# Dog joyriding around the neighborhood



## MelindaV (Apr 2, 2016)

Dog drives around for about an hour, then crashes into a neighbors mailbox. No Teslas, or dogs were harmed in this joyride.

https://www.kptv.com/general/video-...cle_508cdb38-da01-5638-abb6-cdc9ce51773c.html


----------



## FRC (Aug 4, 2018)

MelindaV said:


> Dog drives around for about an hour, then crashes into a neighbors mailbox. No Teslas, or dogs were harmed in this joyride.
> 
> https://www.kptv.com/general/video-...cle_508cdb38-da01-5638-abb6-cdc9ce51773c.html


For God"s sake don't let Sen.
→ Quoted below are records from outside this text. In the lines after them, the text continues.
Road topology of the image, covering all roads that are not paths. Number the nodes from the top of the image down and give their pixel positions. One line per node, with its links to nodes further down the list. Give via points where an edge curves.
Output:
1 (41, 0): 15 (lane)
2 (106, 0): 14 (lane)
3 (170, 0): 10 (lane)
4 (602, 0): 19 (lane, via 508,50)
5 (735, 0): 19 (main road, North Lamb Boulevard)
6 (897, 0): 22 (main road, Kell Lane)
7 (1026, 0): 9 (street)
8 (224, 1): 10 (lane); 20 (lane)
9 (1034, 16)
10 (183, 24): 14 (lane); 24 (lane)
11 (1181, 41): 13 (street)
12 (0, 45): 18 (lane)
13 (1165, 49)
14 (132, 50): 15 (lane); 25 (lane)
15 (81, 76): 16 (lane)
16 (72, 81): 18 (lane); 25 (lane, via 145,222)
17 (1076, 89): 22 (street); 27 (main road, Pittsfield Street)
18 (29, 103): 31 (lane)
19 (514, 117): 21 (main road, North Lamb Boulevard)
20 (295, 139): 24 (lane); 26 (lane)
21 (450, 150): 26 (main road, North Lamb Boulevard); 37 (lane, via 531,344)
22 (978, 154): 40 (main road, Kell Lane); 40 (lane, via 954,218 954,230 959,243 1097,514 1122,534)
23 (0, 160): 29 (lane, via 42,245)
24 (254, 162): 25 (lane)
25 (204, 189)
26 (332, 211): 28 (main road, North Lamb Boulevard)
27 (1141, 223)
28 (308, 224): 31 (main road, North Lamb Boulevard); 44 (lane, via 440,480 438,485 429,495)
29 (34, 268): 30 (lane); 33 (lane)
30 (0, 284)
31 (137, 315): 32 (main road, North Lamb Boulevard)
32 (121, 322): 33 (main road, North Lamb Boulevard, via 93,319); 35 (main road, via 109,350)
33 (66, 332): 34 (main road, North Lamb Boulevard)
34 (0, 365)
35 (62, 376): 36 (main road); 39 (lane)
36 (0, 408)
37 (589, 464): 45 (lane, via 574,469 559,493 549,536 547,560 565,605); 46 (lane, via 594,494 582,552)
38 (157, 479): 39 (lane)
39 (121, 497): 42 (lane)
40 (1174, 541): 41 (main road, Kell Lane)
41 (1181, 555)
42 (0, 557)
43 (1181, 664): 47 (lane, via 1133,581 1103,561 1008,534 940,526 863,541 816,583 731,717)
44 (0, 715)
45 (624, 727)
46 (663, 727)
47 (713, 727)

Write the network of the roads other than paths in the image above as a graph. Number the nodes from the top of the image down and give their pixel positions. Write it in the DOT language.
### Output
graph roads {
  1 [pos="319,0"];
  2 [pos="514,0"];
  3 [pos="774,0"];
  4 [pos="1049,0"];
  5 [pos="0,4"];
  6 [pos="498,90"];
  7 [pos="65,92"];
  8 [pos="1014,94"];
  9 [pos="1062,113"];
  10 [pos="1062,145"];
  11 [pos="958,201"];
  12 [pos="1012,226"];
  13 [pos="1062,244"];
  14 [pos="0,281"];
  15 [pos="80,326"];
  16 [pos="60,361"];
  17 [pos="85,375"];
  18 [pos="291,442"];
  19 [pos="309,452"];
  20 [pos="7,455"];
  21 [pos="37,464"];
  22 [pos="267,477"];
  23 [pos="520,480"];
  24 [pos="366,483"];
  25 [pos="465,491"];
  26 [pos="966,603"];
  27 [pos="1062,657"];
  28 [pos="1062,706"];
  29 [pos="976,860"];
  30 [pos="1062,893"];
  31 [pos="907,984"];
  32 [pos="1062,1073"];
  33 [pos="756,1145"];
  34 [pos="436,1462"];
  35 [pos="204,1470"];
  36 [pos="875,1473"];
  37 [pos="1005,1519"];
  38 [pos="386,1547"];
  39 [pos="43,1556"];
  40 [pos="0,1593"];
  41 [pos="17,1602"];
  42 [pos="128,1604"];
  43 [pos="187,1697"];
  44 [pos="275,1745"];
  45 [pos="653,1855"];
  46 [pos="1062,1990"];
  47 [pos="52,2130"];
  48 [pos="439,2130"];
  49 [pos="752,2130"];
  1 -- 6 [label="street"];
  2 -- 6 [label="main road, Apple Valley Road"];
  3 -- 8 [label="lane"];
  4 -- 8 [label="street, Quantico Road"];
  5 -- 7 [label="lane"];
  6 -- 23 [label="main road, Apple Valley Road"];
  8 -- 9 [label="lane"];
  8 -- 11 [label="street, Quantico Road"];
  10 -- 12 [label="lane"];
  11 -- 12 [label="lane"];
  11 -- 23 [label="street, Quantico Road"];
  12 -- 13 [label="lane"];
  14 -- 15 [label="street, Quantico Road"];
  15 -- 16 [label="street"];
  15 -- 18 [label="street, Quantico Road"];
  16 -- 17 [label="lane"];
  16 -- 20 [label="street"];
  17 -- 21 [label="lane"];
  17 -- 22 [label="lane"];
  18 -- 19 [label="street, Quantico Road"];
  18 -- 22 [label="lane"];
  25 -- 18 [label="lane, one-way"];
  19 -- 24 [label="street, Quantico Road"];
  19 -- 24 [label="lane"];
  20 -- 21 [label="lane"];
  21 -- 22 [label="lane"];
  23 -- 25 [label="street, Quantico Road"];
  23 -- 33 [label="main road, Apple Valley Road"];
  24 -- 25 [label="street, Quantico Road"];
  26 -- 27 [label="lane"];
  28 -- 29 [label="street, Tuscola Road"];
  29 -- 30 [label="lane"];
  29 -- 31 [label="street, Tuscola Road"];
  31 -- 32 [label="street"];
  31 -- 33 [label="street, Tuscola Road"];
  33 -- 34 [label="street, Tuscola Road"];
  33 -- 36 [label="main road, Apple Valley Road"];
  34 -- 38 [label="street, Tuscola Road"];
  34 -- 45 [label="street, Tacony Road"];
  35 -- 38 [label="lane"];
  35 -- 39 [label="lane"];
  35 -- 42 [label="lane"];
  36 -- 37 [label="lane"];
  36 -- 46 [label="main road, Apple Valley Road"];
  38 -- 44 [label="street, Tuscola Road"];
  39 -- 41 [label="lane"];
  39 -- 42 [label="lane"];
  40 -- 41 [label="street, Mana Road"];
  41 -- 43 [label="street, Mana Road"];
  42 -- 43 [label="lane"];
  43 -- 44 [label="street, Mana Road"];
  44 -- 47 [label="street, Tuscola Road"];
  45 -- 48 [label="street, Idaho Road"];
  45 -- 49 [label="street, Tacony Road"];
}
Markey see THAT video!


----------



## eXntrc (Jan 14, 2019)

And I'm like "Okay".


----------



## Bokonon (Apr 13, 2017)

FRC said:


> For God"s sake don't let Sen. Markey see THAT video!


Stole my line.


----------



## Klaus-rf (Mar 6, 2019)

Total Nothingburger.

Nothing to see here folks. Move along.


----------



## JWardell (May 9, 2016)

MelindaV said:


> Dog drives around for about an hour, then crashes into a neighbors mailbox. No Teslas, or dogs were harmed in this joyride.
> 
> https://www.kptv.com/general/video-...cle_508cdb38-da01-5638-abb6-cdc9ce51773c.html


Florida Dog Drives Better than Florida Man


----------